Inside the Most Exclusive Member's Club in the World

With new life (read investment) breathed into it, the Tulchan Estate is once again the jewel of the Scottish Highlands.
Inside the Most Exclusive Member's Club in the World
A Scottish estate whose guests over the years have included the likes of King Edward VII, George V, President Teddy Roosevelt and the US titan of industry William Vanderbilt might sound like just the place a Russian oligarch might buy as a weekend retreat. With its 120-year-old Edwardian lodge, 22,000 acres of moorland and forest and eight miles of Spey fishing - one of the greatest salmon and trout fishing spots in the world - it would be the ideal place to play out country sports once the reserve of those with titles and their own shooting grounds. There’s pheasant and grouse aplenty. Indeed, when Yuri Schefler - the billionaire behind the S.P.I Group of alcohol brands, Stolichnaya vodka being the best known - paid something in the region of £25m for the estate in 2017, it looked like he might be getting a bargain. But it wasn’t as simple as that. Schefler’s plan was less that of a new squire and more that of a conservationist - because Tulchan was not alone in having grown rather tired. “Like any working estate in Scotland, Tulchan was just ticking along - but investing in these estates to secure their future requires a lot of enthusiasm and capital,” says the estate’s director Laura Irwin - a woman in a very male, rather gruff and tweedy world. “It will take a lot to get Tulchan back to its glory days as a sporting estate, with the lodge as its centrepiece. But there’s an awareness that it needs that to be more than just another of Scotland’s great estates fighting for survival.”

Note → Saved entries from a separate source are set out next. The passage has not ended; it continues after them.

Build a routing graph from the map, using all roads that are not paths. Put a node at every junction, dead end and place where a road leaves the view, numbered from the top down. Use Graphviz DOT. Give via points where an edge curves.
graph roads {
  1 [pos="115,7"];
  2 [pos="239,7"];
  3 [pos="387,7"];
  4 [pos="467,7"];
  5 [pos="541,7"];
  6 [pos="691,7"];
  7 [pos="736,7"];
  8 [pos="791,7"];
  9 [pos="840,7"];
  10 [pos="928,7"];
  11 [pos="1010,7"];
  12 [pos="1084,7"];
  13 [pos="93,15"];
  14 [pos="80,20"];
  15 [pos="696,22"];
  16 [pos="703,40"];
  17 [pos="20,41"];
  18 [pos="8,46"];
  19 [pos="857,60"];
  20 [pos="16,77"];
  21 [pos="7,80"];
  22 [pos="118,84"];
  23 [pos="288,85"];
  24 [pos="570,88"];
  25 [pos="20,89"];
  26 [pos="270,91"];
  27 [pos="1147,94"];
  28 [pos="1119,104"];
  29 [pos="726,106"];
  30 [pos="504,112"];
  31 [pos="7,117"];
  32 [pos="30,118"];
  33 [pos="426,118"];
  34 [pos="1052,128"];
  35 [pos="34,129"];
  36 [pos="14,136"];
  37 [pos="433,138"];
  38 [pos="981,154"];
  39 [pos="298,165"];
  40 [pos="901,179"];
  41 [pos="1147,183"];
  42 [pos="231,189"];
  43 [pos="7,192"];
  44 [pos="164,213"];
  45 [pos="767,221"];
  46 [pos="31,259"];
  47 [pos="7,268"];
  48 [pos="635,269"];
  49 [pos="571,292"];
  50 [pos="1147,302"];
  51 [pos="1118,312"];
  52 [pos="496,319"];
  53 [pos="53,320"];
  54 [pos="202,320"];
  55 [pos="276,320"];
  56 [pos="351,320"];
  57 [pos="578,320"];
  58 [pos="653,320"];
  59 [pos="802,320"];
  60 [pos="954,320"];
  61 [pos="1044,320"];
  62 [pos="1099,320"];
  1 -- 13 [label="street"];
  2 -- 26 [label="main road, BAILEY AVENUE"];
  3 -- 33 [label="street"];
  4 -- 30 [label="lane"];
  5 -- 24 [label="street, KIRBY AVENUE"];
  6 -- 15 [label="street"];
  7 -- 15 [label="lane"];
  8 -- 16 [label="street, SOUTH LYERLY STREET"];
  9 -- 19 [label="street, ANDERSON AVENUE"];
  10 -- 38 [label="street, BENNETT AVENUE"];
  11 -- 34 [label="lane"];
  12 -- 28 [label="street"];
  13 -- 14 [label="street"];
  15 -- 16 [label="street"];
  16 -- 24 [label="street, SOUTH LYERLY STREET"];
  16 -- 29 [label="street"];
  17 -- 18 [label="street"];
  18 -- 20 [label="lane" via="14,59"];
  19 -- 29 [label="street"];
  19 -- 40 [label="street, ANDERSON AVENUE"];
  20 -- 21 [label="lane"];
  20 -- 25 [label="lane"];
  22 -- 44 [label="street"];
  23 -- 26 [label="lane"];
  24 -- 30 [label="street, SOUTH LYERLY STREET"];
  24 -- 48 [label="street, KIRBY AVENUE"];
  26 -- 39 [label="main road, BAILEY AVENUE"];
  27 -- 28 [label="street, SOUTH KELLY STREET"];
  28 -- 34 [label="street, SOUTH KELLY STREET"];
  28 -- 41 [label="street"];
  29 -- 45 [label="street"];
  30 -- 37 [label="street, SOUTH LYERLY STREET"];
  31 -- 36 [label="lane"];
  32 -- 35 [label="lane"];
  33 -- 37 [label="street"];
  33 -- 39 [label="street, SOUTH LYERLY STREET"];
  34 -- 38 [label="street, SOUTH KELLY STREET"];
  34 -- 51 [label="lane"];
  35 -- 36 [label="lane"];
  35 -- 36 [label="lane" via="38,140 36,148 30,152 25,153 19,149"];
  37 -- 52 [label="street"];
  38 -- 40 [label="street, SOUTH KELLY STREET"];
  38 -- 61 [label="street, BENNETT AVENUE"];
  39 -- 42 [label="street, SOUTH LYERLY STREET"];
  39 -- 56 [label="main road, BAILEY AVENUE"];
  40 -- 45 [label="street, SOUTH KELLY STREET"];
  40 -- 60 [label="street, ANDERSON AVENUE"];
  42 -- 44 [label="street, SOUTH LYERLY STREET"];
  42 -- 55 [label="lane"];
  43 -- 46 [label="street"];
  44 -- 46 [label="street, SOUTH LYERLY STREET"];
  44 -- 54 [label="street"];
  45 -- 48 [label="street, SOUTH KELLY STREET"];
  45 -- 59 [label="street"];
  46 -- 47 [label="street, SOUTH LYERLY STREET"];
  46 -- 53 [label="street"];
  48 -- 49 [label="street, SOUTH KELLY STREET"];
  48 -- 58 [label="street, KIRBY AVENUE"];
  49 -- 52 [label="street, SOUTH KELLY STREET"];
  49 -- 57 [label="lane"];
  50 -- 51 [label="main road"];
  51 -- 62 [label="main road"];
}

To fund the necessary works - and managing land on this scale is hugely complex and costly, given advances in understanding of its specific eco-system - Schefler’s team has re-launched Tulchan as a private members' club, and a seriously exclusive one. For £95,000 a year - plus VAT - members get two shooting days for eight guns at the lodge during the season for them to take a pop at a few birds - a few being an eye-watering maximum of 300 pheasant or partridge per day - with Tulchan’s expert assistance and guidance if desired. Of course, members also get preferential access to grouse shooting and salmon fishing too at other times. If that sounds steep, for those two days they get accommodation for 28 of their friends and family - that’s the entire lodge - airport transfers, tended to by a professional household staff and seriously well fed by the resident chef and his team. The lodge, which has undergone extensive but sympathetic renovation and refurbishment by Nicholas Haslam Ltd (this is a listed building filled with grandiose fireplaces and wood-panelled walls, so don’t expect anything too minimalistic or edgy) also becomes a home from home for the rest of the year, albeit one complete with spa, gym, bar, cinema room, wine room and, naturally, a gun room. Tulchan will have a maximum of just 25 members too, with slots still available. The income they bring in will then be used to help manage the surrounding land, such as closing in countless miles of drainage ditches cut during the 1970s, back when it was thought to be a good way to look after the fens. “We have to tend to the land in a way that’s holistic, good for all the wildlife and not just for the grouse, which might have been the thinking in the past,” explains Irwin. “The membership allows the modern management of the estate to become viable, rather than it otherwise effectively standing still. It means it will still be here in another 100 years. The land was in need of a lot of TLC, which it’s now getting. We’re heading in the right direction again. Estates like this have to be more commercial, more savvy, not just a rich man’s hobby.”
The next door estate, for example, has launched the Northeast 250, a road trip through the land taking in the cultural and outward-bound pursuits of Speyside, the Moray Firth coast, Royal Deeside, the Cairngorms and the like. Likewise, Tulchan is re-building ties with its local community, not simply by becoming a more dynamic part of the local economy again, but by opening its restaurant to the public on certain days, with plans to open a deli and tearoom too. Indeed, Tulchan is aiming towards self-sufficiency in much of its food - Aberdeen Angus, Wagyu Beef cattle, lamb, chickens, honey, herbs, vegetables - and over the coming couple of years will launch its own distillery. Refreshingly, this won’t be for whisky, nor for vodka (the new owner has plenty), but for gin. “Tulchan has to be a place where you can come and enjoy the wilds of the place, of course, but also with the reassurance that you’re never far from a good martini,” notes Irwin. “During the season the Scottish estates get very busy - it’s a very competitive market. So we’re thinking as much in terms of what appeals about coming here the rest of the year. It’s why we’re not opening the lodge to a huge membership - so we can get to know our members, cater to their specific needs and make sure it feels like a place they want to come to get away from it all. It’s basically re-envisaging the estate as a high-end brand.” It’s a brand too that’s not only available to those with deep pockets and an itchy trigger finger. Being an estate of some impressive proportions, Tulchan also has six cottages, as well as Knocktulchan, its smaller sister lodge, for non-members to rent out, with all catering requirements likewise tended to. “Most of the people who come to the estate tend to be pretty good shots already though,” notes Irwin - so you might want to get your eye in first.